[Data excerpts]

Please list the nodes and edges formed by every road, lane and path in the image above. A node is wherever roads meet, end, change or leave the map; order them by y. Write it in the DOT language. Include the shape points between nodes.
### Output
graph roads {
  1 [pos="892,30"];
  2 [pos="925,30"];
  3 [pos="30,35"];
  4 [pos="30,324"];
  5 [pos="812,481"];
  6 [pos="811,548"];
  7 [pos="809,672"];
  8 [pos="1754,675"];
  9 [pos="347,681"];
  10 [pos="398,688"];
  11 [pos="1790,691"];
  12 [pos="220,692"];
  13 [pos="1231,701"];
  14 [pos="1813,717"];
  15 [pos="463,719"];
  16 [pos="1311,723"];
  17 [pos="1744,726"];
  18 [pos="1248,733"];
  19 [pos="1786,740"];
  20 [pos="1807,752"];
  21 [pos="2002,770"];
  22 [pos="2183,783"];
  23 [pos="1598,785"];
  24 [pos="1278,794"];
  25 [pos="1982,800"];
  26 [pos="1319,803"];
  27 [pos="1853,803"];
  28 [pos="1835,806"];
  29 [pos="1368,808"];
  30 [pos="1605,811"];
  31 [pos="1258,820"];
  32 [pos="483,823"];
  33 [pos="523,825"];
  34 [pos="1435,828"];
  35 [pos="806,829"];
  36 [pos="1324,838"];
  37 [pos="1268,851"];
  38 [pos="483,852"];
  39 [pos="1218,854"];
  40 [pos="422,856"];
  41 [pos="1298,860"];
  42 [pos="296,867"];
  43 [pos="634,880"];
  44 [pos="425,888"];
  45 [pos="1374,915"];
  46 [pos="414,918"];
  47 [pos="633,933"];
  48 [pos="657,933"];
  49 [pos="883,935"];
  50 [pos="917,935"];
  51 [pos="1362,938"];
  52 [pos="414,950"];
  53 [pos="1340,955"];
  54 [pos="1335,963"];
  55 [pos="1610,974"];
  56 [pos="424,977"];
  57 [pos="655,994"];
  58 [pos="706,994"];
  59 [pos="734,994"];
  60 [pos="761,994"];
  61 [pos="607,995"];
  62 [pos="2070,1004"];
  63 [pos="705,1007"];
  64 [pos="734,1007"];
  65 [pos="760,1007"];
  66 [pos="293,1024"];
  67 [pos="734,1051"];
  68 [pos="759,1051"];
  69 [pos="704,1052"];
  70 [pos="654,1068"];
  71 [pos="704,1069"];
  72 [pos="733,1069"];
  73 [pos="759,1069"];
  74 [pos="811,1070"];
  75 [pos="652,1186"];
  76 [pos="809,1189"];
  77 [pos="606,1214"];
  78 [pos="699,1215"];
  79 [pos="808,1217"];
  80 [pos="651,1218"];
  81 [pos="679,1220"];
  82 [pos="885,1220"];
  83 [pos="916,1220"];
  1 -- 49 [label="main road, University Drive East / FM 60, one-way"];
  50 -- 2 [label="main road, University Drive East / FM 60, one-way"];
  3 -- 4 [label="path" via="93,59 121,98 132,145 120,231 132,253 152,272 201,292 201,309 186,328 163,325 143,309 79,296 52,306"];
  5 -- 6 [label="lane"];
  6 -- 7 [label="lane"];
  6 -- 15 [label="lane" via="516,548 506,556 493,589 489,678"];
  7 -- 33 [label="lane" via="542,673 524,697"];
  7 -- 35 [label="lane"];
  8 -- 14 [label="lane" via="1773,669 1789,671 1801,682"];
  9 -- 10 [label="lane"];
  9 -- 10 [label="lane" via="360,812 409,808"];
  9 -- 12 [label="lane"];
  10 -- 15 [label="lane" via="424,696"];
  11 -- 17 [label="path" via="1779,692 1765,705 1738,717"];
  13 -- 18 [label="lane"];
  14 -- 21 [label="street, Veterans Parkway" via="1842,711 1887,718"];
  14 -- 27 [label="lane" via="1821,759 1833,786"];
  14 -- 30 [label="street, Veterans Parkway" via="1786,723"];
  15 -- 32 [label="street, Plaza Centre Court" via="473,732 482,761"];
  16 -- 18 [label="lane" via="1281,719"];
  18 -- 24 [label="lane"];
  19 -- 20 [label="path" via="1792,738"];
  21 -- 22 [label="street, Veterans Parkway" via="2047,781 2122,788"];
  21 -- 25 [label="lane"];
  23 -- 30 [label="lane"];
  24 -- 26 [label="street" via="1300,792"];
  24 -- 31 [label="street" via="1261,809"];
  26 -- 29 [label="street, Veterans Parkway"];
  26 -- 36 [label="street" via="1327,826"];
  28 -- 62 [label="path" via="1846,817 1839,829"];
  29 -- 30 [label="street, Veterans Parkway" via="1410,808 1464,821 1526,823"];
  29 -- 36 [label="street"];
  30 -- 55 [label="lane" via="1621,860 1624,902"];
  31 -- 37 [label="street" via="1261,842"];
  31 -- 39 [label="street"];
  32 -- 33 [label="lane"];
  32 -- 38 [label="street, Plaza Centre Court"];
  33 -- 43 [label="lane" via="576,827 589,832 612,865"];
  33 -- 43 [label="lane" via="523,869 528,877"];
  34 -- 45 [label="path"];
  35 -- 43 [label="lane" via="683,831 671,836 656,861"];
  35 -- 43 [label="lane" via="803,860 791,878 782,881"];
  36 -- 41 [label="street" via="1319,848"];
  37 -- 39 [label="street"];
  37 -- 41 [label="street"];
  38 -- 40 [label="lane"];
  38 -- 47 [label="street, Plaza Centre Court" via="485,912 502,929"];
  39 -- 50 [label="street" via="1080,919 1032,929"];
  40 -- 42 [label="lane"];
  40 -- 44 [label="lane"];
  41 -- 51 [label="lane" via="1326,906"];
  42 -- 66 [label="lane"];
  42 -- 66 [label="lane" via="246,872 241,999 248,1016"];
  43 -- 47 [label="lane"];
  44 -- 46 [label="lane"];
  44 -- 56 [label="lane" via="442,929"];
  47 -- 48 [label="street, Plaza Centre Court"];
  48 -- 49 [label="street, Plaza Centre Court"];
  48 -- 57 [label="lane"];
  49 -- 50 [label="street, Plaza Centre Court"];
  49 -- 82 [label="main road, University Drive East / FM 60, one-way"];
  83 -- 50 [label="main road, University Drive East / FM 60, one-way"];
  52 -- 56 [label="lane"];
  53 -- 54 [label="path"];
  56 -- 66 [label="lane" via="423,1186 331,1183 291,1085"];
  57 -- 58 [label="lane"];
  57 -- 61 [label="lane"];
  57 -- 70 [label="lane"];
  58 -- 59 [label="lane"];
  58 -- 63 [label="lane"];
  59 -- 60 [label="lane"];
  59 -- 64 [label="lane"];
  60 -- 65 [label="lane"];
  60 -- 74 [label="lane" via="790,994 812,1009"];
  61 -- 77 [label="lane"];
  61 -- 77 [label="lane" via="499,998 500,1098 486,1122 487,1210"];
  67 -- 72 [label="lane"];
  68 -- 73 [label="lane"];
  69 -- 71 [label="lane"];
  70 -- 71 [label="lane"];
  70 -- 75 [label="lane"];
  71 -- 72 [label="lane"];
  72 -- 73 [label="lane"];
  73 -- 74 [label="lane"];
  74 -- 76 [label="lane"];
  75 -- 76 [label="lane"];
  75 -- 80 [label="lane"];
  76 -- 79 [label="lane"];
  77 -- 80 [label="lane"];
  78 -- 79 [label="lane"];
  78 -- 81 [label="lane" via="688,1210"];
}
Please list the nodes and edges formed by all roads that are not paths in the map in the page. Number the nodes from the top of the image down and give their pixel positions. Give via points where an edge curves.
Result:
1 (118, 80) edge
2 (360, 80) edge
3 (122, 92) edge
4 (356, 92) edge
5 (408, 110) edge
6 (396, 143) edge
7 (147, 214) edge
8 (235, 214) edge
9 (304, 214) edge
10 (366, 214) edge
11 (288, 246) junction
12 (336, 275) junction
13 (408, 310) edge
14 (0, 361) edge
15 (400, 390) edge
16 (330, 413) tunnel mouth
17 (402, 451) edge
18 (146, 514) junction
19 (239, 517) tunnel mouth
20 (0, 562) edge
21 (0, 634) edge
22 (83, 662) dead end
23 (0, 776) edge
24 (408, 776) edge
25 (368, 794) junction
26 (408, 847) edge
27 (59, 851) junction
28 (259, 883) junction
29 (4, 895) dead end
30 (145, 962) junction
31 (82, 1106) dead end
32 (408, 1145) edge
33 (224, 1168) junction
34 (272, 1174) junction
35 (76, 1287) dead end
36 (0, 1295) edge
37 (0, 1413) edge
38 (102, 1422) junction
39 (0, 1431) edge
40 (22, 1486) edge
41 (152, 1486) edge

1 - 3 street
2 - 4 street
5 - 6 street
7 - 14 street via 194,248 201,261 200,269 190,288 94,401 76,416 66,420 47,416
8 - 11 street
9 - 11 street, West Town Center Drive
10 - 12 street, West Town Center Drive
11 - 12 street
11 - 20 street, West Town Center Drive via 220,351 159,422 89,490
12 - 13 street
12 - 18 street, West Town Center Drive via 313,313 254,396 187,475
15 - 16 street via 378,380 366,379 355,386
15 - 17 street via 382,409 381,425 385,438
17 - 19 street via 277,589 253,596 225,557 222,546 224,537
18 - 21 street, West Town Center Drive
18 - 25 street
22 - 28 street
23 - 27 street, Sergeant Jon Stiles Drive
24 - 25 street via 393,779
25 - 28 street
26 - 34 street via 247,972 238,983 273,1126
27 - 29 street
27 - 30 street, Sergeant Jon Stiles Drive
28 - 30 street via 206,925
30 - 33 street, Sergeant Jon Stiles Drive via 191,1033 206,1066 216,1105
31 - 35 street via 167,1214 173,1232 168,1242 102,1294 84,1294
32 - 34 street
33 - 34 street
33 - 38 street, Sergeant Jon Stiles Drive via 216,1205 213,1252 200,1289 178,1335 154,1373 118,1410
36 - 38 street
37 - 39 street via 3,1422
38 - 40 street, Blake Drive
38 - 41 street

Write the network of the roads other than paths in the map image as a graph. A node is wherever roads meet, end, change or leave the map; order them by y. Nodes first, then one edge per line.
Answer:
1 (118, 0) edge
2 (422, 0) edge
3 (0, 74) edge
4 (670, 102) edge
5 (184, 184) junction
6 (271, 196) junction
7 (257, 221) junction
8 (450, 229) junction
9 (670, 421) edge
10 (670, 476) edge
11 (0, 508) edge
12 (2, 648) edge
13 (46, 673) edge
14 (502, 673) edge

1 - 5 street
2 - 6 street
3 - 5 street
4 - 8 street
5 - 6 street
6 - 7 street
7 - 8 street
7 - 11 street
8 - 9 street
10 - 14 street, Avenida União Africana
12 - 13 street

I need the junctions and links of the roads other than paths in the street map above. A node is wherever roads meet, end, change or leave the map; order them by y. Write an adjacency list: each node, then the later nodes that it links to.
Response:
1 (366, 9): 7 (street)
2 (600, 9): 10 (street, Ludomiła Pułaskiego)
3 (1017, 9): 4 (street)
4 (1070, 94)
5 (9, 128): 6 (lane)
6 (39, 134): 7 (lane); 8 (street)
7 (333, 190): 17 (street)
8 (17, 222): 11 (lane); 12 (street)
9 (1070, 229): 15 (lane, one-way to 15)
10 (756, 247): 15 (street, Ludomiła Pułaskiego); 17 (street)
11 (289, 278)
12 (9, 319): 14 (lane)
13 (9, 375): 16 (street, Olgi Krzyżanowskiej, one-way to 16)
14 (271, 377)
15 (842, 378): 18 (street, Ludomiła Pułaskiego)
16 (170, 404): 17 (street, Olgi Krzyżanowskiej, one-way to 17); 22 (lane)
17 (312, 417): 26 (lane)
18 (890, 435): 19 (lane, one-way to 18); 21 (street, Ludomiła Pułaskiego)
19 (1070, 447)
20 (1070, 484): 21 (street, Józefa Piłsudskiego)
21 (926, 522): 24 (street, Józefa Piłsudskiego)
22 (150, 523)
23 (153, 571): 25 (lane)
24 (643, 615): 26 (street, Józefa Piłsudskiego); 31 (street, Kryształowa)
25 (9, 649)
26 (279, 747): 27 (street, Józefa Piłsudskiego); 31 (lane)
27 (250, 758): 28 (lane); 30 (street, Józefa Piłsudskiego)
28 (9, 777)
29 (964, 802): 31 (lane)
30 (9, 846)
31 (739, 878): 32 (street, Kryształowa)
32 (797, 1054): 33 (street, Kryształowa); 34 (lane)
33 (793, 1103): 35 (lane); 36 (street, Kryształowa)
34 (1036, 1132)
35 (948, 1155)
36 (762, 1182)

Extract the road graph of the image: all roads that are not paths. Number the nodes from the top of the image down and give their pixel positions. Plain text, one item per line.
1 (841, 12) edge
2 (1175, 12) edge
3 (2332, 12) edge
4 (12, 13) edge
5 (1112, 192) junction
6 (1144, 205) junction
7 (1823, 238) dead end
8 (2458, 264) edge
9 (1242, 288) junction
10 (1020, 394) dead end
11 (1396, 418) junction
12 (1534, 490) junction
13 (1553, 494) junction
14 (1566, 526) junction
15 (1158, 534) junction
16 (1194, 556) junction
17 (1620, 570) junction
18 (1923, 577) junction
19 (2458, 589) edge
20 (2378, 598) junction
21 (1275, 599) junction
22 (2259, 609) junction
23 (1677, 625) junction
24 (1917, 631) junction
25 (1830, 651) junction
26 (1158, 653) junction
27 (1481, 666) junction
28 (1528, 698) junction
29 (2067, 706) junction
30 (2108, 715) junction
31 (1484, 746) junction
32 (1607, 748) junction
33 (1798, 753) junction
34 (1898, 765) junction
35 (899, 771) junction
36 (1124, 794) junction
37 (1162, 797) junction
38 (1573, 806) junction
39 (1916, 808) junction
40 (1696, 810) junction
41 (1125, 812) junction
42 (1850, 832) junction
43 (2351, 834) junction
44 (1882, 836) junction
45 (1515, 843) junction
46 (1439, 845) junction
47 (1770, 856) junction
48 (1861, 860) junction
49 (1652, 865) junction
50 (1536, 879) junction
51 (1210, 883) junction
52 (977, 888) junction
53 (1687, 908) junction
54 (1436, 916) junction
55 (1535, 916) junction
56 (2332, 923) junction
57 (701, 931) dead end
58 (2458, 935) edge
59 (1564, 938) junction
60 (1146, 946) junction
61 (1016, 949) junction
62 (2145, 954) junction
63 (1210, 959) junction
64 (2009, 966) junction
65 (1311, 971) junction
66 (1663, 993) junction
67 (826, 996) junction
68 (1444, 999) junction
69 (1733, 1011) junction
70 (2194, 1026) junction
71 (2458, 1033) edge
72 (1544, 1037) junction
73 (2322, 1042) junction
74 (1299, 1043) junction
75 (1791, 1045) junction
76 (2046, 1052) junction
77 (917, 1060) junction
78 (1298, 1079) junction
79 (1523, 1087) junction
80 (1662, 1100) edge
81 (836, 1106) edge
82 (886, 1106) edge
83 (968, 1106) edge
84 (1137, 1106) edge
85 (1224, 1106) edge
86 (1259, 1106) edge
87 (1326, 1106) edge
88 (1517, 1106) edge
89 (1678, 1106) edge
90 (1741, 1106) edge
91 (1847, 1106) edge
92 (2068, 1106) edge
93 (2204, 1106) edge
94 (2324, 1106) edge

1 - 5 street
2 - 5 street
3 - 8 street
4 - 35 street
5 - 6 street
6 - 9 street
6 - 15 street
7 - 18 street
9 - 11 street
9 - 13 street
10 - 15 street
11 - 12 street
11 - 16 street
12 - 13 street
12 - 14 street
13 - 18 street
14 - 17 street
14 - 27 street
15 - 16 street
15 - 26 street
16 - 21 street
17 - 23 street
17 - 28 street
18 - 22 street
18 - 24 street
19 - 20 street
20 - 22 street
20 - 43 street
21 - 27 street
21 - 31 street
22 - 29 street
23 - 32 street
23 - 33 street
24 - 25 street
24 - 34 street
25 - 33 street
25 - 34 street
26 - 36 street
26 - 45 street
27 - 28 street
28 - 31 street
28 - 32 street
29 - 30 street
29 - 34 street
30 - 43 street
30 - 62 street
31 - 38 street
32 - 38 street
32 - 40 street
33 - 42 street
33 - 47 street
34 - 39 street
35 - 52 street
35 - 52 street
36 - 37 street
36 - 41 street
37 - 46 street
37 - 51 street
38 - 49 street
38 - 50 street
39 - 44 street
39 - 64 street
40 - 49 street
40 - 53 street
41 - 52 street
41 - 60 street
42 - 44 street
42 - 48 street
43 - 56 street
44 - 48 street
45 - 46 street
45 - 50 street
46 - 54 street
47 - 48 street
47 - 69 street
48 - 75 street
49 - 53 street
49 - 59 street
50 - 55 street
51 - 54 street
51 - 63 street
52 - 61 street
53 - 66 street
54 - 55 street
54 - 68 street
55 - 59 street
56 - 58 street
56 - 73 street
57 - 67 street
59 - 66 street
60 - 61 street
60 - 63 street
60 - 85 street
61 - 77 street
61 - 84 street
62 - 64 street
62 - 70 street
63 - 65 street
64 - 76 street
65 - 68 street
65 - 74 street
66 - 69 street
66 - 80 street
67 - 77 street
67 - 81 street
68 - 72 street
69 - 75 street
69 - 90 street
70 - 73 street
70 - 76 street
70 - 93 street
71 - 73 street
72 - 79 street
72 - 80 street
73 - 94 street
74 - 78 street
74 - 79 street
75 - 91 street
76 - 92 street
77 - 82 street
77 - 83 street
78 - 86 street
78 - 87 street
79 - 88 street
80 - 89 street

■ Exercise aim
Within the records, count the lines that include the word "Sergeant". Answer with the number only.

■ Exercise answer
4